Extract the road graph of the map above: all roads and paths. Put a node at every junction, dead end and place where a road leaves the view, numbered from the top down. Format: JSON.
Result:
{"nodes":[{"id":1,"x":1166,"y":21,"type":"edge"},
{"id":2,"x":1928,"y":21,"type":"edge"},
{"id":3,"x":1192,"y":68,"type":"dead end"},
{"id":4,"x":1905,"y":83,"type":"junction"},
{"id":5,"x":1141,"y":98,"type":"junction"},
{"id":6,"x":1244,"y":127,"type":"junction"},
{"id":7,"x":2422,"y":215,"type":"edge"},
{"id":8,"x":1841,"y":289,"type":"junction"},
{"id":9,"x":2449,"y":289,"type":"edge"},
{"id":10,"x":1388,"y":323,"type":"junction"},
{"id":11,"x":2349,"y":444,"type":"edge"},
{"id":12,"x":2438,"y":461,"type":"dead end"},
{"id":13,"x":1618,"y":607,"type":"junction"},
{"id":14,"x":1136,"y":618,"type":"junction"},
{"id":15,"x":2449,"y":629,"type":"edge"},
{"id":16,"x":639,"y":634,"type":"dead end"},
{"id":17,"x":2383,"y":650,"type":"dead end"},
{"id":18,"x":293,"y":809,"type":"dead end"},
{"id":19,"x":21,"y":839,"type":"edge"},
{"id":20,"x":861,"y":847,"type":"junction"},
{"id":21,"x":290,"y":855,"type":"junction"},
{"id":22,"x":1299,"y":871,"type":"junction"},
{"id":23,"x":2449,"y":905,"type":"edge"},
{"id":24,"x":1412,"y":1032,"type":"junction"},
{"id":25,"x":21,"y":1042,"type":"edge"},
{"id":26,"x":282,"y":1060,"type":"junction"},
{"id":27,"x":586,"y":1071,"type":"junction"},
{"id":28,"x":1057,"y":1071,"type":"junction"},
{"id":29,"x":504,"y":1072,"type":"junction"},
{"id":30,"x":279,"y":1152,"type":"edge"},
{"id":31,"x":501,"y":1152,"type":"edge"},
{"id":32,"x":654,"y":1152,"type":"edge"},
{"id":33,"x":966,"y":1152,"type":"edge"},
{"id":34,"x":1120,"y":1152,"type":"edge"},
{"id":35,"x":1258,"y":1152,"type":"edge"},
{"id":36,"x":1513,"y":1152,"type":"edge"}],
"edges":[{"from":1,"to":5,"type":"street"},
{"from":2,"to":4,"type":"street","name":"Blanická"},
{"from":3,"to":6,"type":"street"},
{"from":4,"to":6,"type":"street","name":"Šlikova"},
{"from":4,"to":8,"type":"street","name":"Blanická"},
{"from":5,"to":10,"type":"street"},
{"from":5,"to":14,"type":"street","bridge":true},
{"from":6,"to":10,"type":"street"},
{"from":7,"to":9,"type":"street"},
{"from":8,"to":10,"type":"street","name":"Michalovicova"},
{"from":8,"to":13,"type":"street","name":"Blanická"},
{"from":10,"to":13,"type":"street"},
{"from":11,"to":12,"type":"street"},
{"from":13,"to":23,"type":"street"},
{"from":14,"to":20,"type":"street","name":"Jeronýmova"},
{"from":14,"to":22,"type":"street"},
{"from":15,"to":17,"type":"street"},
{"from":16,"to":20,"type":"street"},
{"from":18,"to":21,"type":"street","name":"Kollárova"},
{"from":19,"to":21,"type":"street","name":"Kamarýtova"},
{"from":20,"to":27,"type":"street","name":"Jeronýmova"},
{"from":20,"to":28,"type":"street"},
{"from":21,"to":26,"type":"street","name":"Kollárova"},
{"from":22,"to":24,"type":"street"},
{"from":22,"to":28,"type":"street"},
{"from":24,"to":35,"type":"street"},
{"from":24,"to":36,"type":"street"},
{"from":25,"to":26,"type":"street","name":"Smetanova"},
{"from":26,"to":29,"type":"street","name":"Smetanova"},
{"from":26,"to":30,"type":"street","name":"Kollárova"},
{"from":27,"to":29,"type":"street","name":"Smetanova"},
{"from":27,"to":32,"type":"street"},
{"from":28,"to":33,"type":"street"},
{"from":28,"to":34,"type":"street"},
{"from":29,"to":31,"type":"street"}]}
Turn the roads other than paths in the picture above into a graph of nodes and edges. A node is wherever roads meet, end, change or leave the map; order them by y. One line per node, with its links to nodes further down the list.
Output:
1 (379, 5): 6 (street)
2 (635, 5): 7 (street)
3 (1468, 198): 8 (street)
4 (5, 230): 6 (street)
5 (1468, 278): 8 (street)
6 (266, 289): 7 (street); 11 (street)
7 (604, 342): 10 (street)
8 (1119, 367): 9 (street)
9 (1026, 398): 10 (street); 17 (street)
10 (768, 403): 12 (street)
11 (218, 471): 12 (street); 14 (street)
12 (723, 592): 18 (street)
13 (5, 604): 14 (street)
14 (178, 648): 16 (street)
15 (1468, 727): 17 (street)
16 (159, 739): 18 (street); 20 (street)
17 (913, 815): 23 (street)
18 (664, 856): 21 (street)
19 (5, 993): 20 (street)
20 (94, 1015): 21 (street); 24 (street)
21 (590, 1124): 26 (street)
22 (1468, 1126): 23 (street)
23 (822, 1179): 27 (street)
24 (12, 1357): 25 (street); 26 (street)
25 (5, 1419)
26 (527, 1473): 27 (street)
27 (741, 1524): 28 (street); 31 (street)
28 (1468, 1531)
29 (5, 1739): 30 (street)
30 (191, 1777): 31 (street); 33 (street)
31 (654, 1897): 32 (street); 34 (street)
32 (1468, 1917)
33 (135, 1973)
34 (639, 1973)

■ WORK TASK
With no line skipped, repeat the records exactly.

■ YOUR SOLUTION
Extract the road graph of the map above: all roads and paths. Put a node at every junction, dead end and place where a road leaves the view, numbered from the top down. Format: JSON.
Result:
{"nodes":[{"id":1,"x":1166,"y":21,"type":"edge"},
{"id":2,"x":1928,"y":21,"type":"edge"},
{"id":3,"x":1192,"y":68,"type":"dead end"},
{"id":4,"x":1905,"y":83,"type":"junction"},
{"id":5,"x":1141,"y":98,"type":"junction"},
{"id":6,"x":1244,"y":127,"type":"junction"},
{"id":7,"x":2422,"y":215,"type":"edge"},
{"id":8,"x":1841,"y":289,"type":"junction"},
{"id":9,"x":2449,"y":289,"type":"edge"},
{"id":10,"x":1388,"y":323,"type":"junction"},
{"id":11,"x":2349,"y":444,"type":"edge"},
{"id":12,"x":2438,"y":461,"type":"dead end"},
{"id":13,"x":1618,"y":607,"type":"junction"},
{"id":14,"x":1136,"y":618,"type":"junction"},
{"id":15,"x":2449,"y":629,"type":"edge"},
{"id":16,"x":639,"y":634,"type":"dead end"},
{"id":17,"x":2383,"y":650,"type":"dead end"},
{"id":18,"x":293,"y":809,"type":"dead end"},
{"id":19,"x":21,"y":839,"type":"edge"},
{"id":20,"x":861,"y":847,"type":"junction"},
{"id":21,"x":290,"y":855,"type":"junction"},
{"id":22,"x":1299,"y":871,"type":"junction"},
{"id":23,"x":2449,"y":905,"type":"edge"},
{"id":24,"x":1412,"y":1032,"type":"junction"},
{"id":25,"x":21,"y":1042,"type":"edge"},
{"id":26,"x":282,"y":1060,"type":"junction"},
{"id":27,"x":586,"y":1071,"type":"junction"},
{"id":28,"x":1057,"y":1071,"type":"junction"},
{"id":29,"x":504,"y":1072,"type":"junction"},
{"id":30,"x":279,"y":1152,"type":"edge"},
{"id":31,"x":501,"y":1152,"type":"edge"},
{"id":32,"x":654,"y":1152,"type":"edge"},
{"id":33,"x":966,"y":1152,"type":"edge"},
{"id":34,"x":1120,"y":1152,"type":"edge"},
{"id":35,"x":1258,"y":1152,"type":"edge"},
{"id":36,"x":1513,"y":1152,"type":"edge"}],
"edges":[{"from":1,"to":5,"type":"street"},
{"from":2,"to":4,"type":"street","name":"Blanická"},
{"from":3,"to":6,"type":"street"},
{"from":4,"to":6,"type":"street","name":"Šlikova"},
{"from":4,"to":8,"type":"street","name":"Blanická"},
{"from":5,"to":10,"type":"street"},
{"from":5,"to":14,"type":"street","bridge":true},
{"from":6,"to":10,"type":"street"},
{"from":7,"to":9,"type":"street"},
{"from":8,"to":10,"type":"street","name":"Michalovicova"},
{"from":8,"to":13,"type":"street","name":"Blanická"},
{"from":10,"to":13,"type":"street"},
{"from":11,"to":12,"type":"street"},
{"from":13,"to":23,"type":"street"},
{"from":14,"to":20,"type":"street","name":"Jeronýmova"},
{"from":14,"to":22,"type":"street"},
{"from":15,"to":17,"type":"street"},
{"from":16,"to":20,"type":"street"},
{"from":18,"to":21,"type":"street","name":"Kollárova"},
{"from":19,"to":21,"type":"street","name":"Kamarýtova"},
{"from":20,"to":27,"type":"street","name":"Jeronýmova"},
{"from":20,"to":28,"type":"street"},
{"from":21,"to":26,"type":"street","name":"Kollárova"},
{"from":22,"to":24,"type":"street"},
{"from":22,"to":28,"type":"street"},
{"from":24,"to":35,"type":"street"},
{"from":24,"to":36,"type":"street"},
{"from":25,"to":26,"type":"street","name":"Smetanova"},
{"from":26,"to":29,"type":"street","name":"Smetanova"},
{"from":26,"to":30,"type":"street","name":"Kollárova"},
{"from":27,"to":29,"type":"street","name":"Smetanova"},
{"from":27,"to":32,"type":"street"},
{"from":28,"to":33,"type":"street"},
{"from":28,"to":34,"type":"street"},
{"from":29,"to":31,"type":"street"}]}
Turn the roads other than paths in the picture above into a graph of nodes and edges. A node is wherever roads meet, end, change or leave the map; order them by y. One line per node, with its links to nodes further down the list.
Output:
1 (379, 5): 6 (street)
2 (635, 5): 7 (street)
3 (1468, 198): 8 (street)
4 (5, 230): 6 (street)
5 (1468, 278): 8 (street)
6 (266, 289): 7 (street); 11 (street)
7 (604, 342): 10 (street)
8 (1119, 367): 9 (street)
9 (1026, 398): 10 (street); 17 (street)
10 (768, 403): 12 (street)
11 (218, 471): 12 (street); 14 (street)
12 (723, 592): 18 (street)
13 (5, 604): 14 (street)
14 (178, 648): 16 (street)
15 (1468, 727): 17 (street)
16 (159, 739): 18 (street); 20 (street)
17 (913, 815): 23 (street)
18 (664, 856): 21 (street)
19 (5, 993): 20 (street)
20 (94, 1015): 21 (street); 24 (street)
21 (590, 1124): 26 (street)
22 (1468, 1126): 23 (street)
23 (822, 1179): 27 (street)
24 (12, 1357): 25 (street); 26 (street)
25 (5, 1419)
26 (527, 1473): 27 (street)
27 (741, 1524): 28 (street); 31 (street)
28 (1468, 1531)
29 (5, 1739): 30 (street)
30 (191, 1777): 31 (street); 33 (street)
31 (654, 1897): 32 (street); 34 (street)
32 (1468, 1917)
33 (135, 1973)
34 (639, 1973)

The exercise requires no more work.